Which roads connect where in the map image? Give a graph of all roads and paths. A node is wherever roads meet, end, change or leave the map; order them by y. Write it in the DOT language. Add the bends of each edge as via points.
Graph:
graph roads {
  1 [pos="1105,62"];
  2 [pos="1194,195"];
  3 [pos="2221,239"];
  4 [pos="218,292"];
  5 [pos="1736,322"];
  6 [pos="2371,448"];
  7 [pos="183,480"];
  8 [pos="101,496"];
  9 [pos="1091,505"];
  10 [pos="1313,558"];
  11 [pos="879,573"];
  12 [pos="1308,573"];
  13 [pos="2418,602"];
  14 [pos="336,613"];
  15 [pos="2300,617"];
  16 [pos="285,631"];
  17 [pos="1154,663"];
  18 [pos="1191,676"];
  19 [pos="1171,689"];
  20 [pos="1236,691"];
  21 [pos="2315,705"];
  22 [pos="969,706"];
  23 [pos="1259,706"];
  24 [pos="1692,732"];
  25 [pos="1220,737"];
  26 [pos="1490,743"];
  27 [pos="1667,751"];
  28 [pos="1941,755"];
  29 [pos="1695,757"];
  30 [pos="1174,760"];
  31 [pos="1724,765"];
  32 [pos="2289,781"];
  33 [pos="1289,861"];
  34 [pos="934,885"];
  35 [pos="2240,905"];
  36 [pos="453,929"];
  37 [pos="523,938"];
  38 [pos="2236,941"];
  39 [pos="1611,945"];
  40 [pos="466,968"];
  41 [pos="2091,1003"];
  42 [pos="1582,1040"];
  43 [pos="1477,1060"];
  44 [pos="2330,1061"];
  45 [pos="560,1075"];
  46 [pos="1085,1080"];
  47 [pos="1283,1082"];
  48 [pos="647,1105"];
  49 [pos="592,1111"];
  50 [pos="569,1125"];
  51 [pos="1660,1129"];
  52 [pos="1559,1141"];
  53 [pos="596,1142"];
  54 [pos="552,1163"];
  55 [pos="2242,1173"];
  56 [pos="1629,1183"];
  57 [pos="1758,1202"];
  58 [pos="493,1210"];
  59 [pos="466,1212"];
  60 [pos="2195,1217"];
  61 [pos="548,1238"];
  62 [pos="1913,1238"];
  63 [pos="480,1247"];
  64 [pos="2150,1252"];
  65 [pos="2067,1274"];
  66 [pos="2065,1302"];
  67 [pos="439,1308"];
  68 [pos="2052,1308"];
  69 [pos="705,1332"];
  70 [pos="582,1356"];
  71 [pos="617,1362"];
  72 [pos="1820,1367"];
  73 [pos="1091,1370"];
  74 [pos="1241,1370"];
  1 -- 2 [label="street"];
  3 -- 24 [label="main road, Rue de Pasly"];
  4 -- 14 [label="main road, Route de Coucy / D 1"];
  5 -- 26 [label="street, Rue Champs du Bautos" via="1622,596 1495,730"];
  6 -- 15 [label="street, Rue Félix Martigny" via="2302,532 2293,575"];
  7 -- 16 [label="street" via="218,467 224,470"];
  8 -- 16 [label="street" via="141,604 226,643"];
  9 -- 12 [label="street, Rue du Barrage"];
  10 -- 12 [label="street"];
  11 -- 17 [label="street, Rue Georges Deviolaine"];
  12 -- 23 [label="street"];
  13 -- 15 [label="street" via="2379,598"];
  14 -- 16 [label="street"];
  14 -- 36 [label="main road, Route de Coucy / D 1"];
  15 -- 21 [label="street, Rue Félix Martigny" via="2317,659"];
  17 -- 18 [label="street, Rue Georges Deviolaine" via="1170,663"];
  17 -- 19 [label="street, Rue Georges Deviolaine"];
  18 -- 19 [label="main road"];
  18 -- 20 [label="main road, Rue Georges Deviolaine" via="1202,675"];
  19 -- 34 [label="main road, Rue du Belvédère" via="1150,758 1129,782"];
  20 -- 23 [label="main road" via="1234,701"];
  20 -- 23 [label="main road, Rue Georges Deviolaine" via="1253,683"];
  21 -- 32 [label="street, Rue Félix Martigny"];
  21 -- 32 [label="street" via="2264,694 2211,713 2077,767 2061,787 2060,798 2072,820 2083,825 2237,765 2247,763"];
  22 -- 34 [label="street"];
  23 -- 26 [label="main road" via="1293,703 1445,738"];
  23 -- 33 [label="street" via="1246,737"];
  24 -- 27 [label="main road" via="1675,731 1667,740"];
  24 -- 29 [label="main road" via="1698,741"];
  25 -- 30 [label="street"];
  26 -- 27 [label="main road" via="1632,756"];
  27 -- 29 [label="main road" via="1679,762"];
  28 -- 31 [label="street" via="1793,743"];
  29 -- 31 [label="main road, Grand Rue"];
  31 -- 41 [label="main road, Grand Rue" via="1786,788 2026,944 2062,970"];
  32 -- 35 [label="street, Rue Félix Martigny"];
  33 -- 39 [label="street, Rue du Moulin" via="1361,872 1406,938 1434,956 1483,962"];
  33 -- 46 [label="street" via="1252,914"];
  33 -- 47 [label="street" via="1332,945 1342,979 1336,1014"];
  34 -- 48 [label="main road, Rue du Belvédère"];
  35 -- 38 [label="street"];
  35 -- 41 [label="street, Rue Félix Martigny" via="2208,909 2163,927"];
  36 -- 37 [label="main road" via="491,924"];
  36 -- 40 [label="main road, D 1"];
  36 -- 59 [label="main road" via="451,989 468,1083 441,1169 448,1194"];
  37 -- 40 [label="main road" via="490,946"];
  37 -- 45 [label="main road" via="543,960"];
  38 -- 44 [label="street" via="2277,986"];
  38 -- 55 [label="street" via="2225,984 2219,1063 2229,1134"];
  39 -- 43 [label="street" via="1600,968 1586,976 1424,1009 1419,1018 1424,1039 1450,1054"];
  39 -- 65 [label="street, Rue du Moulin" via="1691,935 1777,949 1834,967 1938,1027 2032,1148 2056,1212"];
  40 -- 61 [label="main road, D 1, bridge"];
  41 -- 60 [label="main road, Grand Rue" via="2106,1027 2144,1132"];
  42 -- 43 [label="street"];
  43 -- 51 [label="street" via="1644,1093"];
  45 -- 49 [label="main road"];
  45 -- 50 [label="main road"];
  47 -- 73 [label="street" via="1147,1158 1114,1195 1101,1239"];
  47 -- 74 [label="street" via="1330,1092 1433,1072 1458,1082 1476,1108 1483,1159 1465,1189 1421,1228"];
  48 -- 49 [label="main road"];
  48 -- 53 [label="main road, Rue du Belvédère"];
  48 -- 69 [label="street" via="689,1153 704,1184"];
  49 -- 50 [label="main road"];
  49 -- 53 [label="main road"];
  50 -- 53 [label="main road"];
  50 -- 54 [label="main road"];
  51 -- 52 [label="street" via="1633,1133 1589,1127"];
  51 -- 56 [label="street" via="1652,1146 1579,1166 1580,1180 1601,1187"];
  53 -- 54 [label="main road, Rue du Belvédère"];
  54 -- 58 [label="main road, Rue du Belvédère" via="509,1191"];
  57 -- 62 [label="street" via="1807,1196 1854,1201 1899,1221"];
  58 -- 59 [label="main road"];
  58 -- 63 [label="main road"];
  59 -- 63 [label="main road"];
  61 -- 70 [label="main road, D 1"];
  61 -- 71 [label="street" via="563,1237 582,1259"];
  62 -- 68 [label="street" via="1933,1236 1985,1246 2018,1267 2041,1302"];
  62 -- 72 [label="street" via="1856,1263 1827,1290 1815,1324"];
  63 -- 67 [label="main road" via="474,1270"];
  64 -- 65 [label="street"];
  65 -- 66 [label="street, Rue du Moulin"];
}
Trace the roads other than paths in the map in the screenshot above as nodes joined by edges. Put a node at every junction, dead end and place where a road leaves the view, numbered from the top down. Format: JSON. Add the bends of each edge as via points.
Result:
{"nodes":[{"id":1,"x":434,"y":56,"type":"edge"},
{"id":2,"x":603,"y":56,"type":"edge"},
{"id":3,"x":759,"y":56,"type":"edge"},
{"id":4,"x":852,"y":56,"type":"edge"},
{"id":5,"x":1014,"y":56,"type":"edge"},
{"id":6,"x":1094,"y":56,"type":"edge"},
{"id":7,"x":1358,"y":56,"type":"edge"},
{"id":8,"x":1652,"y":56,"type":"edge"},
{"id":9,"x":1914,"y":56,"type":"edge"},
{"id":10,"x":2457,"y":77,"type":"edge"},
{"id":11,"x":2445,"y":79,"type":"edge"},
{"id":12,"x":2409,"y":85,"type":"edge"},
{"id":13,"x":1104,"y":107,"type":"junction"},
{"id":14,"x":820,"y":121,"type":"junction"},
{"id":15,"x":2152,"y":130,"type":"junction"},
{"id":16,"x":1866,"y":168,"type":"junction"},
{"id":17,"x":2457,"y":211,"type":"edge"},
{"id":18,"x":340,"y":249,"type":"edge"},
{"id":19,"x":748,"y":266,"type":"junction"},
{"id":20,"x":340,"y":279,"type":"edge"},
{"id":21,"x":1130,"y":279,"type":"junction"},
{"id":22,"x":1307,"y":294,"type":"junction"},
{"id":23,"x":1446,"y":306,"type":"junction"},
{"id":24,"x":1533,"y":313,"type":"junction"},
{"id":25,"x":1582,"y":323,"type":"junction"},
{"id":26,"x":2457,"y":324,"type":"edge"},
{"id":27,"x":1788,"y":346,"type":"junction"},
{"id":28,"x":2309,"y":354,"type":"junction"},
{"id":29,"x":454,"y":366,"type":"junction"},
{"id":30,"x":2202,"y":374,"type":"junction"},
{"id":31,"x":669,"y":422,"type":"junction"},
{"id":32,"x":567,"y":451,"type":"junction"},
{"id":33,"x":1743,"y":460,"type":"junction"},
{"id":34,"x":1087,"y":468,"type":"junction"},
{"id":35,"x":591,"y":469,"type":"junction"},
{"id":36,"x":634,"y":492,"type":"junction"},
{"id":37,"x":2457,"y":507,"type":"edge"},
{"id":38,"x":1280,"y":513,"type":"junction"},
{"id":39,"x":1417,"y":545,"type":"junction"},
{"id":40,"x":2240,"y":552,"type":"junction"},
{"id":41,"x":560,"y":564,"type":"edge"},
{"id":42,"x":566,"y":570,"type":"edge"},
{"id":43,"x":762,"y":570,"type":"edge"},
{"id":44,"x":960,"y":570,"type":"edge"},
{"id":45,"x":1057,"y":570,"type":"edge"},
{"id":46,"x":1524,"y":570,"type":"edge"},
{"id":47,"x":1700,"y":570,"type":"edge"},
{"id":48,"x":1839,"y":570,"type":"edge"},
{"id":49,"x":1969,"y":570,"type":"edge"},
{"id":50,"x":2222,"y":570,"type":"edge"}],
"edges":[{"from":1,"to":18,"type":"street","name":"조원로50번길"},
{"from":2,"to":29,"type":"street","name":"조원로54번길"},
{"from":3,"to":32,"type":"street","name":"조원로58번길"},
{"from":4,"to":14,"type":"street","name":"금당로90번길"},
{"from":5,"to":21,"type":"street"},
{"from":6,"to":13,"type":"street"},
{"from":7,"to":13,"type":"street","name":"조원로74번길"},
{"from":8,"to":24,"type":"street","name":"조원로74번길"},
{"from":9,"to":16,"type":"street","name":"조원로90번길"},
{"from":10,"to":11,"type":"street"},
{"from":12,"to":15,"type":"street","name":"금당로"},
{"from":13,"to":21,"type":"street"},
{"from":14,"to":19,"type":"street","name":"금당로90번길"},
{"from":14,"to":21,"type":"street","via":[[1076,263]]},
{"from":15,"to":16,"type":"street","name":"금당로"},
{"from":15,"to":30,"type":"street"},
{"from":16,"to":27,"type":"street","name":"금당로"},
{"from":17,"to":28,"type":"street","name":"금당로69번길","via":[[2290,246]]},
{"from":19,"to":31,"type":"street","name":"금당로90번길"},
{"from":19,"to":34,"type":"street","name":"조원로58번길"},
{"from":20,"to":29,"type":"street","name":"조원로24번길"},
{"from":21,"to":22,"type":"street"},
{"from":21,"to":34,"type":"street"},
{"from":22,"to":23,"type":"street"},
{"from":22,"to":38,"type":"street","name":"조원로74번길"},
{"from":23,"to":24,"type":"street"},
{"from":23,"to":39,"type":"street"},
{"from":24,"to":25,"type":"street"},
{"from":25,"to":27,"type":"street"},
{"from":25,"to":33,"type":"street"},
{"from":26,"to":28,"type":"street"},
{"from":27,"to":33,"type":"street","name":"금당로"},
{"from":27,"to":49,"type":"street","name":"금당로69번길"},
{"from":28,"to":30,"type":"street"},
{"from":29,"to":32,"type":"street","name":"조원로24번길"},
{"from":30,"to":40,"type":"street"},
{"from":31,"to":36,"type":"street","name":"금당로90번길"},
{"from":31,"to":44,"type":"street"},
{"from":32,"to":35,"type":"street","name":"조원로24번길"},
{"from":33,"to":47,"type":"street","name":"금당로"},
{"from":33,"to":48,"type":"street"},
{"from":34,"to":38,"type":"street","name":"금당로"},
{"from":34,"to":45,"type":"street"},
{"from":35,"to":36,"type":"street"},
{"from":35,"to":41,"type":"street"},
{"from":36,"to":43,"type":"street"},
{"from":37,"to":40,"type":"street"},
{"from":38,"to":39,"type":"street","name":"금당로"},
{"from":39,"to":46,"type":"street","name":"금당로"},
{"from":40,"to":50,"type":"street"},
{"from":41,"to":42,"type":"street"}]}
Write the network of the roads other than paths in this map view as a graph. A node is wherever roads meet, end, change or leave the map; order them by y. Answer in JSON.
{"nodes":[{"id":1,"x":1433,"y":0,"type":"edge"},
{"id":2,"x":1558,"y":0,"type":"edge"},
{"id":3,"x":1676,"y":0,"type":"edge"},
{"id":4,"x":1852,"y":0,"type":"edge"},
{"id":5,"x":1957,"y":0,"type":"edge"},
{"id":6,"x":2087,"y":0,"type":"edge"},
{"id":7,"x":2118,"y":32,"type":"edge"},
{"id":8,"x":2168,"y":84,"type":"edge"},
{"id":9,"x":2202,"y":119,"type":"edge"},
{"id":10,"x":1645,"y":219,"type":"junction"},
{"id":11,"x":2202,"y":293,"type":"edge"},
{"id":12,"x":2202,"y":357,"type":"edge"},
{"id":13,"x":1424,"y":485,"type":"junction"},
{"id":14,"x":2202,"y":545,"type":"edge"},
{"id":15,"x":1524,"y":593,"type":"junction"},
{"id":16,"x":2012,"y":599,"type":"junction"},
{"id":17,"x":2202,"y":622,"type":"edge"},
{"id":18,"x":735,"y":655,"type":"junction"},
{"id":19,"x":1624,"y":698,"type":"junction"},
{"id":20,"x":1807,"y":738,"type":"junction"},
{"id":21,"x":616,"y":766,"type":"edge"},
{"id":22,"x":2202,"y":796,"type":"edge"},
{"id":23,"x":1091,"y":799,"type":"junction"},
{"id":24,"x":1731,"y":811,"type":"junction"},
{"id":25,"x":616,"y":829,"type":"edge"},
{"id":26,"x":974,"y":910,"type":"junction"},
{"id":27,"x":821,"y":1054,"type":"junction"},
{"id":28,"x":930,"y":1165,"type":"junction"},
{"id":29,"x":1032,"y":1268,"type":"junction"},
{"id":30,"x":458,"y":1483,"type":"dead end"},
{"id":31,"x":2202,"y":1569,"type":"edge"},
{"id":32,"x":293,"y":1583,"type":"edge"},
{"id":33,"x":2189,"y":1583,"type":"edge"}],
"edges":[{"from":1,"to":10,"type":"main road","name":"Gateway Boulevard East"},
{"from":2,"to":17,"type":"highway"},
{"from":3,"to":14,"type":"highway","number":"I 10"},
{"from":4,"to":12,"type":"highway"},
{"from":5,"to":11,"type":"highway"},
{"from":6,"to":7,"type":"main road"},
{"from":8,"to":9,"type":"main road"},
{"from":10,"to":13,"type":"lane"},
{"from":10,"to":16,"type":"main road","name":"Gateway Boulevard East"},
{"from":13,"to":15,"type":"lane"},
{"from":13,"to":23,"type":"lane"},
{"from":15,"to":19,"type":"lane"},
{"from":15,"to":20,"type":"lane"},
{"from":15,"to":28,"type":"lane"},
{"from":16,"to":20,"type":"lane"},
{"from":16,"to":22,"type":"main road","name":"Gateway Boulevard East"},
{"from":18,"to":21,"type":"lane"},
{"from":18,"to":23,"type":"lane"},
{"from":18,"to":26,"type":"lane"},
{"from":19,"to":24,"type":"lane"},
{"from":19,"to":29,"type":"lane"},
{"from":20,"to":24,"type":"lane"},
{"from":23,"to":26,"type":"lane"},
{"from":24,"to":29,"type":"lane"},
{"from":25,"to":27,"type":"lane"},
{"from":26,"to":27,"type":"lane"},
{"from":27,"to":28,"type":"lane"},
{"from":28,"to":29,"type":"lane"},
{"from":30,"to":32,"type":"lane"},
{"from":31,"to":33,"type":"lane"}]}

- - - - -

— What to work on —
Lines containing the word "Belvédère": copy every one of them from the records above.

— Response —
  19 -- 34 [label="main road, Rue du Belvédère" via="1150,758 1129,782"];
  34 -- 48 [label="main road, Rue du Belvédère"];
  48 -- 53 [label="main road, Rue du Belvédère"];
  53 -- 54 [label="main road, Rue du Belvédère"];
  54 -- 58 [label="main road, Rue du Belvédère" via="509,1191"];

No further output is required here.